→ **Assignment**: Report the number of lines in the records below that contain the word "main", and nothing more.

→ **Data**:
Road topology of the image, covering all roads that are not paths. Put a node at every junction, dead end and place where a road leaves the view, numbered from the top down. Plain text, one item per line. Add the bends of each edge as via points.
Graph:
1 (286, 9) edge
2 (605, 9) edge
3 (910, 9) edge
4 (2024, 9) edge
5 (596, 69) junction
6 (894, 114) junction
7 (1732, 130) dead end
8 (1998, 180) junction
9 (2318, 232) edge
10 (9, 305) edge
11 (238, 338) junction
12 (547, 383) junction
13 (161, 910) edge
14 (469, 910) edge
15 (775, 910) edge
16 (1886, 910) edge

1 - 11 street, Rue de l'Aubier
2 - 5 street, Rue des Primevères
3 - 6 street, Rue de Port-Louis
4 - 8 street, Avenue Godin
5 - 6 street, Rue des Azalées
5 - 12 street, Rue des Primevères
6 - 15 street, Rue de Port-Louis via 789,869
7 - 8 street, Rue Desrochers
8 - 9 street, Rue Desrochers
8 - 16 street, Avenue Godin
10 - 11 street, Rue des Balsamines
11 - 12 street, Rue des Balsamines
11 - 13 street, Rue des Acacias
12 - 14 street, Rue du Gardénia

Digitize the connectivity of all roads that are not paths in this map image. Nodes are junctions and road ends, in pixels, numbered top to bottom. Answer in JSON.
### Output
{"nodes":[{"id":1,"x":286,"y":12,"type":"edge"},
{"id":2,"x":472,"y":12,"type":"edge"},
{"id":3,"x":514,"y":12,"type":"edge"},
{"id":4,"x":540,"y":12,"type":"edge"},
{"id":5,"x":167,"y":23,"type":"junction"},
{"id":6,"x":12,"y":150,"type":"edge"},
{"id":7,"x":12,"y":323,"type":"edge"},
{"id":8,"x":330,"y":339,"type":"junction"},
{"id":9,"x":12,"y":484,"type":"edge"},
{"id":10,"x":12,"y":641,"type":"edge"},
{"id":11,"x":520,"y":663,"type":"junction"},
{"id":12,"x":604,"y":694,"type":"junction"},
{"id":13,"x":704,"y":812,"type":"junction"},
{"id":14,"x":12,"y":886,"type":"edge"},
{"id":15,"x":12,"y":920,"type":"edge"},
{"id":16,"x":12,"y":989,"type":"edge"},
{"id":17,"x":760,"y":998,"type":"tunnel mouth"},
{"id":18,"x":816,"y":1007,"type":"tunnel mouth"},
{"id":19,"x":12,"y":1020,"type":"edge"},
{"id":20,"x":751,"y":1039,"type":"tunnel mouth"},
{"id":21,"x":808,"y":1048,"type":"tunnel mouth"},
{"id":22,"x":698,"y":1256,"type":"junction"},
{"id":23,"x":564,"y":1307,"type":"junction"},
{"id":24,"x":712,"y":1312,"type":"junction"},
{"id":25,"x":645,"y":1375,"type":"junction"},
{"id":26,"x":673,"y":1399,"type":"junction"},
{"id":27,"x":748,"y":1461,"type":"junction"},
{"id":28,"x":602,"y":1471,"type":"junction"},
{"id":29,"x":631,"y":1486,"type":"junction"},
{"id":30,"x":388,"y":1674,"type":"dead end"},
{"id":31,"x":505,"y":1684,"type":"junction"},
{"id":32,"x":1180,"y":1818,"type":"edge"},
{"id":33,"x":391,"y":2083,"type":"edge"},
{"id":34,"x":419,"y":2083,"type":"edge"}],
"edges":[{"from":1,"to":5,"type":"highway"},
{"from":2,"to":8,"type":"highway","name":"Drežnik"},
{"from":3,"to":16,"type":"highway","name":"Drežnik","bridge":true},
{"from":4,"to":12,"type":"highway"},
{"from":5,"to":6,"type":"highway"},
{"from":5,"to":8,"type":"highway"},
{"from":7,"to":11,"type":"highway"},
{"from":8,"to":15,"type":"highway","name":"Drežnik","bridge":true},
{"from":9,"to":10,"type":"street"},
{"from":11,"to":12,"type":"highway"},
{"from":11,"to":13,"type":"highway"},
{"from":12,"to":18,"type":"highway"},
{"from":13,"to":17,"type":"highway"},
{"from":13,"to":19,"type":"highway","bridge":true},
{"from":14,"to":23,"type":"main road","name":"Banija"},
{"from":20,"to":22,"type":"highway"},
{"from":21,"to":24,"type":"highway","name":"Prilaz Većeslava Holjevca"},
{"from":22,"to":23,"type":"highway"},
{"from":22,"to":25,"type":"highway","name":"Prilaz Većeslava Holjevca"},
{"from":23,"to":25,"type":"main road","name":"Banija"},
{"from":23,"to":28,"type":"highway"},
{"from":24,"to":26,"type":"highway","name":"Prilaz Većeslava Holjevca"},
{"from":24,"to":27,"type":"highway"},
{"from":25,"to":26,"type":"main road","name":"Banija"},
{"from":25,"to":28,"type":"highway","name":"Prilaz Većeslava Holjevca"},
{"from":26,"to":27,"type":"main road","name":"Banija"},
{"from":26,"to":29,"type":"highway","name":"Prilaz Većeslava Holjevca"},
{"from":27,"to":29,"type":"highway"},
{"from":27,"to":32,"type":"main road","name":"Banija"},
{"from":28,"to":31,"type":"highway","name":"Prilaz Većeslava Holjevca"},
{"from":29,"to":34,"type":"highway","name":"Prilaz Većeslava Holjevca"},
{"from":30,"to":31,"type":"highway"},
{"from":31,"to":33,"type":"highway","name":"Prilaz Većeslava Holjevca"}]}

→ **Task solution**: 5